Most modern query optimizers determine the best query execution plan (QEP, or simply plan) for executing an SQL query by mathematically modeling the execution cost for each of many alternative QEPs and choosing the one with the lowest estimated cost. The execution cost is largely dependent upon the number of rows that will be processed by each operator in the QEP, so the optimizer first estimates this incrementally as each predicate is applied. Estimating the cardinality (i.e., number of rows) of a result, after one or more of the predicates have been applied, has been the subject of much research for over 20 years. (1-5) To avoid accessing the database when optimizing queries, this estimate typically begins with statistics of database characteristics, specifically, the number of rows for each table. The cardinality of each intermediate result is derived incrementally by multiplying the base table's cardinality by a filter factor--or selectivity--for each predicate in the query, which is derived from statistics on the columns affected by that predicate, such as its number of distinct values or a histogram of its distribution. The selectivity of a predicate P effectively represents the probability that any row in the table will satisfy P, and that selectivity depends upon the characteristics of the database. For example, in the query above, the predicate on city might be quite selective if the database were a worldwide database of a large, multinational company, but it might be a lot less selective if the database contained all the employees of some small start-up firm centered in San Jose. For the latter case, the predicates on age and/or salary would be more selective. The optimizer would tend to favor QEPs that could exploit indexes to apply the most selective predicates and QEPs that utilize simple table scans if there were no indexes, or if the optimizer estimated that most employees would satisfy all of the predicates. In DB2 * (Database 2 *), the choice of QEP is based solely upon the detailed cost estimate for each of the competing plans, and not upon such simplistic heuristics.

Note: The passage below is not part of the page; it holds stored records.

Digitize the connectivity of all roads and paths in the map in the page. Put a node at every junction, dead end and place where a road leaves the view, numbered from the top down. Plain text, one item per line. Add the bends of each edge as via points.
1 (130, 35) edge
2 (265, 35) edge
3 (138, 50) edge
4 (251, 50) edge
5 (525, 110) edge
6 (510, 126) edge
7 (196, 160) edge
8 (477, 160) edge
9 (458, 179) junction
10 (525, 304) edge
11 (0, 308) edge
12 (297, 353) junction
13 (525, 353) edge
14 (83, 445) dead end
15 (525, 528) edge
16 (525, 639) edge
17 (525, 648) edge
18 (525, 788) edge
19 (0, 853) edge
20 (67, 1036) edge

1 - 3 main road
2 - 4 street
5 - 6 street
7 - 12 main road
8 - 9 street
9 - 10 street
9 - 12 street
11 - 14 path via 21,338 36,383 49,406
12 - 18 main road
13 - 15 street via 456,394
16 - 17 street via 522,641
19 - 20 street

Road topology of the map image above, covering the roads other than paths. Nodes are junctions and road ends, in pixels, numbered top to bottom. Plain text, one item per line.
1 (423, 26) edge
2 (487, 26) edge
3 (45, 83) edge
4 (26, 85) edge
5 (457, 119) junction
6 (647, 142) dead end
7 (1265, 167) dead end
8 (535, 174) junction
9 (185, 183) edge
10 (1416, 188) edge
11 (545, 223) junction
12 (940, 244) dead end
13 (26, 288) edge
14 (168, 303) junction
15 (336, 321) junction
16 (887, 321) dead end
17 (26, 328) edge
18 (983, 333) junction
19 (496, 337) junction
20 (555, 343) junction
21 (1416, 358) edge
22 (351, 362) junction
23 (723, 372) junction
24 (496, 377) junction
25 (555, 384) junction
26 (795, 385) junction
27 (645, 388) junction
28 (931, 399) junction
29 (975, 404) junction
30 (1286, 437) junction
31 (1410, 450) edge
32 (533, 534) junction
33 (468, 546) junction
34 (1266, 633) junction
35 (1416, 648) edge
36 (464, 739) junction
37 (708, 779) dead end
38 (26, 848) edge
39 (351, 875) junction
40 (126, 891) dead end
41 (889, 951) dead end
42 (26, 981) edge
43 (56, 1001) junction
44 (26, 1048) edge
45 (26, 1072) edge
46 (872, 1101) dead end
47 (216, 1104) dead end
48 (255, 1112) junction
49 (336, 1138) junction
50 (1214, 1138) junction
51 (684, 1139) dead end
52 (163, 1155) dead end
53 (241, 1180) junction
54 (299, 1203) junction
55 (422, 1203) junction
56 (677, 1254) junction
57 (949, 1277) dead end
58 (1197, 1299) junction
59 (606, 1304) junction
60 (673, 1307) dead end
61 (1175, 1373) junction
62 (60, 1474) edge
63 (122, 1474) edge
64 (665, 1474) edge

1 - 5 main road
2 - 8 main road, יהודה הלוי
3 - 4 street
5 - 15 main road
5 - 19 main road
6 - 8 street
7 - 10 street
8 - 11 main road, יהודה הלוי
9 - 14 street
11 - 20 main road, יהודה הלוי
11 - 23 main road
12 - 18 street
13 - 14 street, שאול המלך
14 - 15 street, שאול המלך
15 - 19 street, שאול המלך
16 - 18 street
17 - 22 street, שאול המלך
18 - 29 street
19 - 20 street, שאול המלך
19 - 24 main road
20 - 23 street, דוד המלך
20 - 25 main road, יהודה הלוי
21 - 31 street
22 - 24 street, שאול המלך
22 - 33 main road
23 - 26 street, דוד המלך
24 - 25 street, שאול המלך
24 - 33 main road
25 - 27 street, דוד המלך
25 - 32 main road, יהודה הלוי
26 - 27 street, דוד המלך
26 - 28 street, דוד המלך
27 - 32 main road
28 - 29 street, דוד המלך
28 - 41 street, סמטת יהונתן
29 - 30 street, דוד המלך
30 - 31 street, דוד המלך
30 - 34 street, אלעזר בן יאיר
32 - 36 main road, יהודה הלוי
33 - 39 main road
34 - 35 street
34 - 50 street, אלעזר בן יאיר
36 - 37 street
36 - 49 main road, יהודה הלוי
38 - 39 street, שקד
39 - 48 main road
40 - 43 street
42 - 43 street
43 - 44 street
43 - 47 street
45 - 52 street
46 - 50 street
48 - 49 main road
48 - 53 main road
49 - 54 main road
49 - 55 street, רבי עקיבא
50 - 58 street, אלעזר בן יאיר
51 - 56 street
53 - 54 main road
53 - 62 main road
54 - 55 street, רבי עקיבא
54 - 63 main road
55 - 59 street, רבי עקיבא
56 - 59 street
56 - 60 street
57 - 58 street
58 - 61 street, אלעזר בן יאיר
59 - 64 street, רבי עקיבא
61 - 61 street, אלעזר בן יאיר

When there are multiple tables in the FROM clause of the query, the number of alternative strategies considered by the optimizer increases exponentially, because the myriad choices mentioned above are compounded with additional decisions about the order in which tables are joined and the method by which they are joined. DB2, for example, supports three major types of join method, and there are several variants within each of these. For a two-table join with a handful of predicates, the DB2 optimizer might consider over a hundred different plans; for six tables, the number of plans could be well over a thousand! The DB2 optimizer considers all of these alternatives automatically for the user, who is not even aware that it is going on!
Although query optimizers do a remarkably good job. of estimating both the cost and the cardinality of most queries, many assumptions underlie this mathematical model. Examples of these assumptions include: currency of information, uniformity, independence of predicates, and a principle of inclusion.